Sharon Jenkins Tucker awarded 2009 Clifford Beers Award


Sharon Jenkins Tucker, Executive Director of GMHCN, awarded 2009 Clifford Beers
Award at the 100th Anniversary Mental Health America Gala in Washington D.C.

Each year only one person in the country is selected for this honor. The Clifford W. Beers Award, the highest
award offered by Mental Health America, is bestowed on a “mental health consumer whose service and leadership
best emulate the example set by founder Clifford W. Beers, to improve conditions for and attitudes
toward people with mental health conditions.” It has been presented annually since 1976. Each year,
more and more people with mental illness are seeking out the care and supports they need. Beers’ legacy is
evident in the growth and development of the mental health consumer movement, where individuals become
active decision makers for their own care and advocacy. Georgia has not had a Clifford Beers Award recipient
since Larry Fricks won the honor in 1995.
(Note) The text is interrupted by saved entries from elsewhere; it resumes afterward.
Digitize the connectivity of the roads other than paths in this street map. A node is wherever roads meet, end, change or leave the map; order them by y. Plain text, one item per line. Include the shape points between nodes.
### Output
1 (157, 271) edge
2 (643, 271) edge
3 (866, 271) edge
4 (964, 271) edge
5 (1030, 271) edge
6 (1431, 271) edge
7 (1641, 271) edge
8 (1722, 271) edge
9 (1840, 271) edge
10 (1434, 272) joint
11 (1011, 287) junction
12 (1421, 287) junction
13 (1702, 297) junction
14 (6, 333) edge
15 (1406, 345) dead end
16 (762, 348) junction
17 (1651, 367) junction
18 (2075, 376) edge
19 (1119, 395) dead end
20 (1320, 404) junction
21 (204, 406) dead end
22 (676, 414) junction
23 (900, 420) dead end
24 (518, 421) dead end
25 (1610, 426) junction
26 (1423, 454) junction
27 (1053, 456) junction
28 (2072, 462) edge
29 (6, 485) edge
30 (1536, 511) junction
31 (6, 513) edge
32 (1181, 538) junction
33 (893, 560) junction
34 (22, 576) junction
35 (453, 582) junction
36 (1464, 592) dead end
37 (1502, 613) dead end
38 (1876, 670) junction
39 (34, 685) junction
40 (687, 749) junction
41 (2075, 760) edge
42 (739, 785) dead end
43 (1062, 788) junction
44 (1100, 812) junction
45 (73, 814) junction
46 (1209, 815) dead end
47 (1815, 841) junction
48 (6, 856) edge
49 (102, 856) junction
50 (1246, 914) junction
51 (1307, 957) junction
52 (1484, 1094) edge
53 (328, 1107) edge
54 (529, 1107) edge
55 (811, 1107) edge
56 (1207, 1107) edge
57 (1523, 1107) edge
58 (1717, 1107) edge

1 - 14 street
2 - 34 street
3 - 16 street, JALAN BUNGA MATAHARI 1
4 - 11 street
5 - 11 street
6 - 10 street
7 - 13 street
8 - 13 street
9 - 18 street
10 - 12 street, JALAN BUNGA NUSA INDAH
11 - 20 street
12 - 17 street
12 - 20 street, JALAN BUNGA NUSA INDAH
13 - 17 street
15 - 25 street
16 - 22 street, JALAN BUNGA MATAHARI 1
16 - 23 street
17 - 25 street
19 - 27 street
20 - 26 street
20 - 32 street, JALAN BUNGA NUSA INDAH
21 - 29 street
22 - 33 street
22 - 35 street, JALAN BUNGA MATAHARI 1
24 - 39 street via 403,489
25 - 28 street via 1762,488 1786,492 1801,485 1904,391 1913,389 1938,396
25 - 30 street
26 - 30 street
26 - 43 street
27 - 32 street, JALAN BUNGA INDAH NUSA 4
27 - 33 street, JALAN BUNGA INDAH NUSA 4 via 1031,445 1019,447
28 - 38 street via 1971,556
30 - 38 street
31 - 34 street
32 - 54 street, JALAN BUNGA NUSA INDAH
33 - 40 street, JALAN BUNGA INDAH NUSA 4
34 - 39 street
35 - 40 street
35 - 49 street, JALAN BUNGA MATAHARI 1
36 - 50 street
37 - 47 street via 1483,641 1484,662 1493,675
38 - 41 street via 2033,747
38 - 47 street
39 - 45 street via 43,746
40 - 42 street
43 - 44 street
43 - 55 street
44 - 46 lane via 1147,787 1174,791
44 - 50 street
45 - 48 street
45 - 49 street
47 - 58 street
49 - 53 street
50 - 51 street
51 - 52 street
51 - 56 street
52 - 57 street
As Executive Director of GMHCN, Sherry Jenkins Tucker helped secure two SAMHSA/CMHS Statewide Consumer
Networking Grants to serve a network of over 3000 members and 35 employees. With the help of Charles
Willis, whom she recruited, thousands of consumers have been trained in WRAP and peer-supported whole
health and wellness. GMHCN has worked with DMHDDAD and Appalachian Consulting Group (ACG) to train
and certify more than 500 (Medicaid Billable) Certified Peer Specialists. With Sherry’s support, Georgia received
a $221,000 Transformation Transfer Initiative Grant from the National Association of State Mental Health Program
Directors (NASMHPD) to transform its trained peer workforce to promote holistic recovery and increase life
expectancy. Thanks to funding from DMHDDAD and the work of GMHCN’s Peer Workforce, Sherry and her team
are responsible for bringing the innovative, peer run Peer Support and Wellness Center to Decatur, developing a
peer mentoring program for consumers from every regional hospital area, recruiting 70 consumers each year to
work as PERMES surveyors to evaluate consumers’ satisfaction with state mental health and addictive disease
services, and expanding Double Trouble in Recovery from 5 to 63 meetings across Georgia. Recently GMHCN
partnered with ACG and the Benson-Henry Institute for Mind Body Medicine to conduct a study of consumers
using the Relaxation Response to counter stress and metabolic factors leading to early death.

Sherry fully believes that every person can recover from mental illness. Like Clifford Beers, her life has had ups
and downs. Like him, she has kept working and has not let circumstances get her down. Sherry formerly served
as a Behavioral Health Advocate for Legal Aid of West Virginia, and directed the West Virginia Office of Consumer
Affairs. She has a master’s degree in counseling, and is a Certified Peer Specialist. She is an internationally
recognized WRAP facilitator, and has trained hundreds of people from as far away as Australia and New
Zealand. She has been a staunch advocate for consumer choice, increased community based services, peer
support, employment, civil rights protection and reducing stigma. Through hard work and vision, her efforts and
advocacy have resulted in many people embracing recovery and leading fuller, more meaningful lives.